## Items listed in a dataset:
⁂

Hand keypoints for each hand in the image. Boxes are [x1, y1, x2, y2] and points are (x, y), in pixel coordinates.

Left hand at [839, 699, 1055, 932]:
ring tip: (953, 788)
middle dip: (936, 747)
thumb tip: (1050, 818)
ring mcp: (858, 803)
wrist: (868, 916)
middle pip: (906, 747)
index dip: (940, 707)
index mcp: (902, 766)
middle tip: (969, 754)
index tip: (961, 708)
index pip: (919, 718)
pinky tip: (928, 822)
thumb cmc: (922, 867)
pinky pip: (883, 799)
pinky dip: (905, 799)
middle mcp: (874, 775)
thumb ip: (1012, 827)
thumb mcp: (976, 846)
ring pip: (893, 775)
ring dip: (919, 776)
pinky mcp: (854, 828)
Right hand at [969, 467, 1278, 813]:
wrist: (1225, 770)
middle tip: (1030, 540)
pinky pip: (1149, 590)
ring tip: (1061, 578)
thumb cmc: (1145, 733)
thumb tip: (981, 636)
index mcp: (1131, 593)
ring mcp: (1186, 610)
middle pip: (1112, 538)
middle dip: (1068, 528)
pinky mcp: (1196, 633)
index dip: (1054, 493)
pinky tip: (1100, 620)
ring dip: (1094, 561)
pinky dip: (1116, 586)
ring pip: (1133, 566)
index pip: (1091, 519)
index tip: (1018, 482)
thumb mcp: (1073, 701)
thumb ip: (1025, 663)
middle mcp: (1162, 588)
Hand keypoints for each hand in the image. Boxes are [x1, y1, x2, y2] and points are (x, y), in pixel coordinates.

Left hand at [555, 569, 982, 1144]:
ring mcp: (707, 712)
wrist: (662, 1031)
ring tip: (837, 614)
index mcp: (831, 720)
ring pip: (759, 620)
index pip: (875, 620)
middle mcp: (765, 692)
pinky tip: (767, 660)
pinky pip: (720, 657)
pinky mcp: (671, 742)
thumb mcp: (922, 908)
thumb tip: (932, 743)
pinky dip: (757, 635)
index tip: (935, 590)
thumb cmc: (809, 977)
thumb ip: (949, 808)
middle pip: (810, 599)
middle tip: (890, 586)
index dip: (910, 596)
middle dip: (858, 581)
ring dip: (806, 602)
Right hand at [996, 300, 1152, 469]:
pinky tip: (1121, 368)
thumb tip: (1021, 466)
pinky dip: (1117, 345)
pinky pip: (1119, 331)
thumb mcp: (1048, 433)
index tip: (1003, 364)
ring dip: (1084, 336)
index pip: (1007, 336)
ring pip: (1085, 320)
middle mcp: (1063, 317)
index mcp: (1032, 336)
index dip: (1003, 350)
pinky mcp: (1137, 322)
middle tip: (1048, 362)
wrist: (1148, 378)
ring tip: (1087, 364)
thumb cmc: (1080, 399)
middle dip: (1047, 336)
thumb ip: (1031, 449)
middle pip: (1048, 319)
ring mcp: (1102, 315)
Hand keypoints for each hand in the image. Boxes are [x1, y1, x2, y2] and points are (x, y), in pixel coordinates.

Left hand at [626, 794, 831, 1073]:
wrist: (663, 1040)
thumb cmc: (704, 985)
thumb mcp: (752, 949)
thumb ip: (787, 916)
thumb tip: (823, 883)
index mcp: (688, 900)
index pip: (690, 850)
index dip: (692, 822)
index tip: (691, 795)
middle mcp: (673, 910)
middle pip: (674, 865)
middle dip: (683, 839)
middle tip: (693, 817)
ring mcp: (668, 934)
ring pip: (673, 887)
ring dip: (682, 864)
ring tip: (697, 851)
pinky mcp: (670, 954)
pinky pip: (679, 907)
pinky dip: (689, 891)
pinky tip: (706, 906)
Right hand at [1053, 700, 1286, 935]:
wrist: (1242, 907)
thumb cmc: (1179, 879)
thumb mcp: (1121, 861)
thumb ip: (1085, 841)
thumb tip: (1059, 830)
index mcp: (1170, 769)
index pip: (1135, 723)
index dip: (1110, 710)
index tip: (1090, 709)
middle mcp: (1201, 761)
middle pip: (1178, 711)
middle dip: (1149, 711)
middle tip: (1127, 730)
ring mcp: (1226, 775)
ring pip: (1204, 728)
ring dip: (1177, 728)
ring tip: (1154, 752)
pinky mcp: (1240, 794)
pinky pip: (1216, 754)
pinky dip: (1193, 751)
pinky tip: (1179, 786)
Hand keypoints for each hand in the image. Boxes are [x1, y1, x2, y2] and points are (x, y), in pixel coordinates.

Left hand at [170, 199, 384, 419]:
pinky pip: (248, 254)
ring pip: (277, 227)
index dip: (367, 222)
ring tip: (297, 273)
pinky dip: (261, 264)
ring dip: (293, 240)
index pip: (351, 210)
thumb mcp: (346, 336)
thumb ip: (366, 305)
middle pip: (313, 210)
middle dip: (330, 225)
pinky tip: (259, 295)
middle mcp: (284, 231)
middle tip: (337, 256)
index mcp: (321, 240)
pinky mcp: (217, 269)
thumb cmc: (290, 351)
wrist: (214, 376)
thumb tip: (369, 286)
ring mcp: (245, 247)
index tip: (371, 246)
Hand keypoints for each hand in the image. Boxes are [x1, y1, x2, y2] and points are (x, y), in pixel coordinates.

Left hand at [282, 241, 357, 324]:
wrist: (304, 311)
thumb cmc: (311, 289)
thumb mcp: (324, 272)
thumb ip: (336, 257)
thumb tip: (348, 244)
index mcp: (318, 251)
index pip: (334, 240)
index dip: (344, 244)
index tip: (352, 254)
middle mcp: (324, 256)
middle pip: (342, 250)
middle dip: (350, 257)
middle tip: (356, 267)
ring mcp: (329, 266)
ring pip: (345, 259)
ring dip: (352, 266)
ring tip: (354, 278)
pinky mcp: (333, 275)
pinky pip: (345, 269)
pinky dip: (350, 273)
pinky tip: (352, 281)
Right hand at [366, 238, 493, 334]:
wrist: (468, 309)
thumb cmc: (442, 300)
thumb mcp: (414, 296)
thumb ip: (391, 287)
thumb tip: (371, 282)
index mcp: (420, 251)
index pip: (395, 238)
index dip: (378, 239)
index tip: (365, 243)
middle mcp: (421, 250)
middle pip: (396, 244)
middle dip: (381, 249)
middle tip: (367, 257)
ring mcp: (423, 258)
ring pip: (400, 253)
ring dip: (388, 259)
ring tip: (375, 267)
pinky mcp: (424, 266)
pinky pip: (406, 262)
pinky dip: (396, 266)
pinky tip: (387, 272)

⁂

## WHAT THE TASK REQUIRES:
Of the records above, copy each line that includes "Right".

## ANSWER FOR THE TASK:
Right hand at [969, 467, 1278, 813]:
Right hand at [996, 300, 1152, 469]:
Right hand at [1053, 700, 1286, 935]:
Right hand at [366, 238, 493, 334]:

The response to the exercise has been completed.